Film Review: MANHUNTER (1986, Michael Mann)

Stars: 5 of 5.
Running Time: 124 minutes.
Notable Cast or Crew: William L. Peterson (TO LIVE AND DIE IN L.A., C.S.I.), Brian Cox, Kim Griest (BRAZIL), Stephen Lang (TOMBSTONE, LAST EXIT TO BROOKLYN), Tom Noonan (LAST ACTION HERO, SYNECDOCHE, NY), Brian Cox (L.I.E., BRAVEHEART, RUSHMORE), Joan Allen (FACE/OFF, PLEASANTVILLE, THE ICE STORM, NIXON), Dino de Laurentiis, Thomas Harris, Dante Spinotti (multi-Oscar nominated cinematographer of everything from L.A. CONFIDENTIAL to THE INSIDER to HUDSON HAWK).
Tag-lines: "It's just you and me now, sport..." (possibly the greatest tag-line of all-time?)
Best one-liner(s): "And if one does what God does enough times, one will become as God is."

MANHUNTER is order and disorder. Geometry and chaos. It's steel bars and sheet glass windows and buildings wrapped in concrete. It's cool blue nights, shimmering amber waves, and foreboding forest glens.


Michael Mann creates the world of a man who hunts serial killers by logically absorbing their thought processes, and not for one second is this the corny cheesefest such a statement would ordinarily precede. Mann uses symmetrical compositions, rack focuses, tinted lenses, and naturalistic acting to create his macabre atmosphere. This is a master of the cinematic medium at the height of his powers. The story unfolds with subtlety and grace, like the best of Jean-Pierre Melville or Sidney Lumet. There are no "Hollywood scares" here, no obnoxious sonic stingers- it's a quotidian terror.

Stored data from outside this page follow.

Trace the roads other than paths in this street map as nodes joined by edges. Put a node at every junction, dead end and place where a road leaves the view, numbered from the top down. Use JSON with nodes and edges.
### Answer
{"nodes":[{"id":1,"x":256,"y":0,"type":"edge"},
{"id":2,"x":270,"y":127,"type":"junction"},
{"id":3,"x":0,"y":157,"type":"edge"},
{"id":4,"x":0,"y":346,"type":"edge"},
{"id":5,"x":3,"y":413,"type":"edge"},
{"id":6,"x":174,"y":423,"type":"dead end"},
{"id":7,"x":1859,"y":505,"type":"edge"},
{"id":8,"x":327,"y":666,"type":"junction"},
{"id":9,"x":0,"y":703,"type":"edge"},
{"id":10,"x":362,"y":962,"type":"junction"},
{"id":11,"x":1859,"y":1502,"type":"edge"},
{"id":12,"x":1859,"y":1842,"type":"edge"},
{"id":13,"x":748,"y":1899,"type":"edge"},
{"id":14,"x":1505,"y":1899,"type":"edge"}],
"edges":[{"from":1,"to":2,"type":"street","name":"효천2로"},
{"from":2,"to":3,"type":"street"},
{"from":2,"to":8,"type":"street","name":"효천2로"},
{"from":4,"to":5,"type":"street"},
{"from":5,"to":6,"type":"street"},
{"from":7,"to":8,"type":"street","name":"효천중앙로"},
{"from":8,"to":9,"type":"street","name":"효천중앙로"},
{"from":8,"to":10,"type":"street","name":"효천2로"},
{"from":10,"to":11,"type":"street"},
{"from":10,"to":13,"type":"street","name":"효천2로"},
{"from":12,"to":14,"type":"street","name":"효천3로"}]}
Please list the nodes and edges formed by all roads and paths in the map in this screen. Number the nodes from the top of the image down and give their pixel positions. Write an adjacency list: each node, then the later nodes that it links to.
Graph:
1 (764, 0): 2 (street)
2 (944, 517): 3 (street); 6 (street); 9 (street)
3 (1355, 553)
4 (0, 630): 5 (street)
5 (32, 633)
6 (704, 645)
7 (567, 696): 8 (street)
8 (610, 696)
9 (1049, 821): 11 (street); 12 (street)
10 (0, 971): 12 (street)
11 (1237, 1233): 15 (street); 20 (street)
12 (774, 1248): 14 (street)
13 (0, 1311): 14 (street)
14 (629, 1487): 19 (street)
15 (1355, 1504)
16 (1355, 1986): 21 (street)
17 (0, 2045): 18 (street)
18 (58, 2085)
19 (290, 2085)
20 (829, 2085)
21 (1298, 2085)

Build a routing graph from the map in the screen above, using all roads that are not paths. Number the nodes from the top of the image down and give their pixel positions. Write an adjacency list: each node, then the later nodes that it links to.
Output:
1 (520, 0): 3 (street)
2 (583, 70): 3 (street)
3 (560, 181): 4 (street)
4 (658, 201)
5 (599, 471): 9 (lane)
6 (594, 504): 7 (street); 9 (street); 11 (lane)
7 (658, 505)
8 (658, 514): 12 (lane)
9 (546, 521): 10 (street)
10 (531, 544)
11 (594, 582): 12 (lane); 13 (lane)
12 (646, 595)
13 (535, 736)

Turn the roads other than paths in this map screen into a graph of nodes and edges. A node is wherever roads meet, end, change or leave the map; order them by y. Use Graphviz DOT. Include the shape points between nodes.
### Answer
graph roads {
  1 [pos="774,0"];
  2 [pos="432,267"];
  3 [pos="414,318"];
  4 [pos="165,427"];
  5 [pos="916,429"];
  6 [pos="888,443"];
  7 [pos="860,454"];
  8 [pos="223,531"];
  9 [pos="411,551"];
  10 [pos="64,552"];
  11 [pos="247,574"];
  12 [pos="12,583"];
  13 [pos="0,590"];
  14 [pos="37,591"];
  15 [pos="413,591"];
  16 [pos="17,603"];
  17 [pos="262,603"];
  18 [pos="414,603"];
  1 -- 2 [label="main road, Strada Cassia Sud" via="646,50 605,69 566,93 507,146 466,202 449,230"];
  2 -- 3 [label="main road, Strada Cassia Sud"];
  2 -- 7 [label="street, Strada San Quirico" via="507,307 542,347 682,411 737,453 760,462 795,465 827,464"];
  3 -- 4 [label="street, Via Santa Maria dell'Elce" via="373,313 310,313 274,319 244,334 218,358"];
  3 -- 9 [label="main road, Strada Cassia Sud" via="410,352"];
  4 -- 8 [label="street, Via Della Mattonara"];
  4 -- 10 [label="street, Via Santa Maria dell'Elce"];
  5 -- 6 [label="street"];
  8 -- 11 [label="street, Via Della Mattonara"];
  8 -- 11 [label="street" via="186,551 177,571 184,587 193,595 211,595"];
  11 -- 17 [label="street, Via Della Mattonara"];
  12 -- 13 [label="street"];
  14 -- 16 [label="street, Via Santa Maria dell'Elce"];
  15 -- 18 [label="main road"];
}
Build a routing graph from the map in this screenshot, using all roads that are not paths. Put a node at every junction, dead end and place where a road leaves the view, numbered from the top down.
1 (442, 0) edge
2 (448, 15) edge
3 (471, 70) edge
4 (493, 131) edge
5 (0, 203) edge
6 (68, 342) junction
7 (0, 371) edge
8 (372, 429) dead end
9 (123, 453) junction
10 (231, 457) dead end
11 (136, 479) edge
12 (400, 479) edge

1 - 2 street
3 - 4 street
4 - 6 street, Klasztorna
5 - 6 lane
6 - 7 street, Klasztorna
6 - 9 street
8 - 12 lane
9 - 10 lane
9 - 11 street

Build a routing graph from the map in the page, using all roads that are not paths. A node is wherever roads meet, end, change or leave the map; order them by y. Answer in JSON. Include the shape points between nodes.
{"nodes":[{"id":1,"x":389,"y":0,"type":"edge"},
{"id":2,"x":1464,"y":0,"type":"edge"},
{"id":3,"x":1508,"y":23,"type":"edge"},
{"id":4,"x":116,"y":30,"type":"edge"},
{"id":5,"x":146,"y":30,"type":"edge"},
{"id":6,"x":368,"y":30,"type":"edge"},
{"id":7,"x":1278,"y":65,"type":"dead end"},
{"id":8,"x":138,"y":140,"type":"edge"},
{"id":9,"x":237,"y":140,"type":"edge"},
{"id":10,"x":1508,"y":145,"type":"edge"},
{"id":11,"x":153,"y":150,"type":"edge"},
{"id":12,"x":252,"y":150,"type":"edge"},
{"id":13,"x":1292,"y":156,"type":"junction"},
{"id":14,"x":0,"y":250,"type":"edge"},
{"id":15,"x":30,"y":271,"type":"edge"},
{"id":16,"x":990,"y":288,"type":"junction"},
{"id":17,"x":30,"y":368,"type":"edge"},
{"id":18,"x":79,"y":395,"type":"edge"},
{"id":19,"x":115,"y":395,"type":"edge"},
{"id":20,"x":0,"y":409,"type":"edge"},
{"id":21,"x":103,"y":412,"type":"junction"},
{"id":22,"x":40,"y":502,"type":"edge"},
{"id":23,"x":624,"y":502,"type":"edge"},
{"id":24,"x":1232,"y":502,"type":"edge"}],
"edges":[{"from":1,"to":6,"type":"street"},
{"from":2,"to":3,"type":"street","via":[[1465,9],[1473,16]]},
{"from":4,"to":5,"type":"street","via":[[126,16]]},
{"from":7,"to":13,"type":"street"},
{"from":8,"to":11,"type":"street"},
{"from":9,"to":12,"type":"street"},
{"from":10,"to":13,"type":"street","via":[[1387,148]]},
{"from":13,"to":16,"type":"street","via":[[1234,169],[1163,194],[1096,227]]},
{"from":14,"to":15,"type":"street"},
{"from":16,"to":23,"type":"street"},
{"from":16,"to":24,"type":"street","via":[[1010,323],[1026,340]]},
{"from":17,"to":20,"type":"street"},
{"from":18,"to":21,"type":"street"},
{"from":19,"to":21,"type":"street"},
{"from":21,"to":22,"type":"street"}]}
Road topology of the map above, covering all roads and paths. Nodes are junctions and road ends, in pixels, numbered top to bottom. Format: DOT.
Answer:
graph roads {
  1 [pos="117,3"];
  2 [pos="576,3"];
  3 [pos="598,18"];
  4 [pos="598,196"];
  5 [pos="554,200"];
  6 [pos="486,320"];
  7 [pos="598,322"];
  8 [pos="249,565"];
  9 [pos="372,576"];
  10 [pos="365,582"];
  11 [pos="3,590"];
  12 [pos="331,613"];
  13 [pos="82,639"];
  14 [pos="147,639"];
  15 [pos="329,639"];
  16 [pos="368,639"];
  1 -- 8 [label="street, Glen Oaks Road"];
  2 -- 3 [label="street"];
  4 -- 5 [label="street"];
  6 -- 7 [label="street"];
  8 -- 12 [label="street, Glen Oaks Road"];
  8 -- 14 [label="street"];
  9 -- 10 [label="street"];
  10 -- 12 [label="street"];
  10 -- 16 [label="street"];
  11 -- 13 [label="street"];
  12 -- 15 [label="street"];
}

The performances are brilliant:

William L. Peterson as the investigator, coming straight off of the excellent TO LIVE AND DIE IN L.A.;

Tom Noonan as the terrifyingly low-key 'Tooth Fairy;' Joan Allen as a naive blind co-worker; and Brian Cox as the first cinematic incarnation of Hannibal Lecktor (Yep, that's how it's spelled here). The film is sprinkled with realistic, true-hearted touches: a little girl on a plane panics when she sees the crime scene photos Peterson has fallen asleep to; cops talk like cops, not like TV-writer mouthpieces; and Mann doesn't just tell you about Lecktor's intellect, he SHOWS you, lets him speak and act and think for himself. MANHUNTER just goes to show you that an American director CAN make a 'mainstream' genre picture without sacrificing personal style, dumbing down the material, or pandering to the masses. Why can't they all be like this?